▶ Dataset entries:
┄┄┄┄┄┄

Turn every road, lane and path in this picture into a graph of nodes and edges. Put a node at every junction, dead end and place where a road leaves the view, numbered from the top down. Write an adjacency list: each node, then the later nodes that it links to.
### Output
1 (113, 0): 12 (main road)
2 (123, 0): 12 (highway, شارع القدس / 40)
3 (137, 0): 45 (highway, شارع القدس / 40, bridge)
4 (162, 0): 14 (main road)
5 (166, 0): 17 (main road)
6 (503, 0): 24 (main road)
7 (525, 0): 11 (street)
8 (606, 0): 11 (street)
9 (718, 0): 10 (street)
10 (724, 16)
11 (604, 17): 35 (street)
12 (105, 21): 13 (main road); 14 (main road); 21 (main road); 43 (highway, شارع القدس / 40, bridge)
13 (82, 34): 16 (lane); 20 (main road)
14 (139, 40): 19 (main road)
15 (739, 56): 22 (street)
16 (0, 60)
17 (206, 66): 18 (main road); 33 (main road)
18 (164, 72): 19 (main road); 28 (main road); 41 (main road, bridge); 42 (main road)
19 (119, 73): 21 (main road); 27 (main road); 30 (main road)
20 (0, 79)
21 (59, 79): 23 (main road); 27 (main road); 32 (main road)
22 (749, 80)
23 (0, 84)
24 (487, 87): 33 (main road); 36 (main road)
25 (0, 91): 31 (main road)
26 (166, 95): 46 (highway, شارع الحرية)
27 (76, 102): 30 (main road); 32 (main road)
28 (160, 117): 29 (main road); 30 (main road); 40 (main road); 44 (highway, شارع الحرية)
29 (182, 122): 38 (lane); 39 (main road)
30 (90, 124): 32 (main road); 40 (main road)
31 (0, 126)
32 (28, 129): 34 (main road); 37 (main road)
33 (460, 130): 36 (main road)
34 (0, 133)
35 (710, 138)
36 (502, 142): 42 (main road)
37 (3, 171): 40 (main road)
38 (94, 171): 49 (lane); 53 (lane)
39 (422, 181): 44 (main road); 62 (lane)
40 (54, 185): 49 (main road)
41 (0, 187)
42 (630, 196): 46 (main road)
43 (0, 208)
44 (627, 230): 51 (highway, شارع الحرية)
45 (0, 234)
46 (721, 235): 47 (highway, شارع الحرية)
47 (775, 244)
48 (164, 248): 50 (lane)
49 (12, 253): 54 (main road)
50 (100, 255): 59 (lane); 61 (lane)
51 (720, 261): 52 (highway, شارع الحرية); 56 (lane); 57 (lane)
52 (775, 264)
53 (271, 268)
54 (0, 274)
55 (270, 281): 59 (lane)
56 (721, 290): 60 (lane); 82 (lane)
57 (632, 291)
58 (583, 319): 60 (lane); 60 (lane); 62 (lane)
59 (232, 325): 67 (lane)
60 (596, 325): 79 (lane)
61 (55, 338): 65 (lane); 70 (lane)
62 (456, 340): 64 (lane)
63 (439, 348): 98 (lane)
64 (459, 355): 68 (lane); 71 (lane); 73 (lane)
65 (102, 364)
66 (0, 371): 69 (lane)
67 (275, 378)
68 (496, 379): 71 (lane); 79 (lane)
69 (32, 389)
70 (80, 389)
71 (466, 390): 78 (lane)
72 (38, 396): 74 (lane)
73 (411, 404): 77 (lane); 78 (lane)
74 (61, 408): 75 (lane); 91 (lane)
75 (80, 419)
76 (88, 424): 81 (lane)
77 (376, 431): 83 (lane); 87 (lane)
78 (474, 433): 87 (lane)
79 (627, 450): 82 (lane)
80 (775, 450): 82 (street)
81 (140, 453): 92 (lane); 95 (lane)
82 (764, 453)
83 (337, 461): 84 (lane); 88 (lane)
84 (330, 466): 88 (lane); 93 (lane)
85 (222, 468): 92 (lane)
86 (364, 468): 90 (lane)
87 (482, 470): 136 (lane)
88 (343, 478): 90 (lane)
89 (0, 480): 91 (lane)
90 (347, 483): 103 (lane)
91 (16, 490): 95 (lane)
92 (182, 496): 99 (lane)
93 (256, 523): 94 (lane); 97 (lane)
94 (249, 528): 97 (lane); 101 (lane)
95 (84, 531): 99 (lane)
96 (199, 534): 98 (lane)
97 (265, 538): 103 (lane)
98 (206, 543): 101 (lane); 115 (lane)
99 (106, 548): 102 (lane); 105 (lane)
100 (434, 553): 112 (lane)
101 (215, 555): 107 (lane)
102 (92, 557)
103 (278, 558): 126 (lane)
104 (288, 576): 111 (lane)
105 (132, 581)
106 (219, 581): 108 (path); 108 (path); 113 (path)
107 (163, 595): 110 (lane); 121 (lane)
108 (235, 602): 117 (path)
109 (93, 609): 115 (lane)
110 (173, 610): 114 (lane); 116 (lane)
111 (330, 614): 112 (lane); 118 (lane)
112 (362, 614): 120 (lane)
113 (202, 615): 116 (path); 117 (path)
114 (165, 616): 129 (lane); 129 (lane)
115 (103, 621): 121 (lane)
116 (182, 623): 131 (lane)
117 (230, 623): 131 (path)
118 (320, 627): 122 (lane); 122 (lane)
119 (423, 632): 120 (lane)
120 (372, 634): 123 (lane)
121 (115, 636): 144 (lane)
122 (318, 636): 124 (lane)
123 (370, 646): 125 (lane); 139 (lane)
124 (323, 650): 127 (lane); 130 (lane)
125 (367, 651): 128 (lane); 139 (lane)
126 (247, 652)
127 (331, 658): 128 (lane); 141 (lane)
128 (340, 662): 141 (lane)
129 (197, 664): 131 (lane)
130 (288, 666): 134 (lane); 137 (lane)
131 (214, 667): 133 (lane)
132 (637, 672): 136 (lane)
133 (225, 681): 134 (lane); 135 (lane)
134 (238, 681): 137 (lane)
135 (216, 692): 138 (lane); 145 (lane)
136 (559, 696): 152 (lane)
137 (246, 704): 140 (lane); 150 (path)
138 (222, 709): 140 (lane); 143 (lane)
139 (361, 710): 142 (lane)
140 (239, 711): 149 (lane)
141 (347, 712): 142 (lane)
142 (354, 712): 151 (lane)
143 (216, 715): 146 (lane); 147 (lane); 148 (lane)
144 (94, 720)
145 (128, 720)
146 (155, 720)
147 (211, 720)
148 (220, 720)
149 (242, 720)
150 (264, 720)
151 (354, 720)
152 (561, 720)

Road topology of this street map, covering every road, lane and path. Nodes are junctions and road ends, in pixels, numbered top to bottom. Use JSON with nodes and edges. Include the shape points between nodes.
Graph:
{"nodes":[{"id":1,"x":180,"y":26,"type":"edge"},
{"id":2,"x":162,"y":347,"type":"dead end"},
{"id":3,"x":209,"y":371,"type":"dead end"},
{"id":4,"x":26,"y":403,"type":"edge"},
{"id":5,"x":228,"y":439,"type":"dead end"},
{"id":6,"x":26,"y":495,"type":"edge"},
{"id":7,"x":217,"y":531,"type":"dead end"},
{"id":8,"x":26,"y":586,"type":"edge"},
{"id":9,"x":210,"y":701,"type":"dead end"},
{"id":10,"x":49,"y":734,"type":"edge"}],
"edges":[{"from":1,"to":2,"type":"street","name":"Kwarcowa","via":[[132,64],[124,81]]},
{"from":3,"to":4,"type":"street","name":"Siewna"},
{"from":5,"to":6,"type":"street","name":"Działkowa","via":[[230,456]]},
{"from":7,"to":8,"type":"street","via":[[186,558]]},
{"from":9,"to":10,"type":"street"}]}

┄┄┄┄┄┄

▶ About this exercise:
Please show all lines from the entries that contain the word "name".

▶ Solution for this exercise:
"edges":[{"from":1,"to":2,"type":"street","name":"Kwarcowa","via":[[132,64],[124,81]]},
{"from":3,"to":4,"type":"street","name":"Siewna"},
{"from":5,"to":6,"type":"street","name":"Działkowa","via":[[230,456]]},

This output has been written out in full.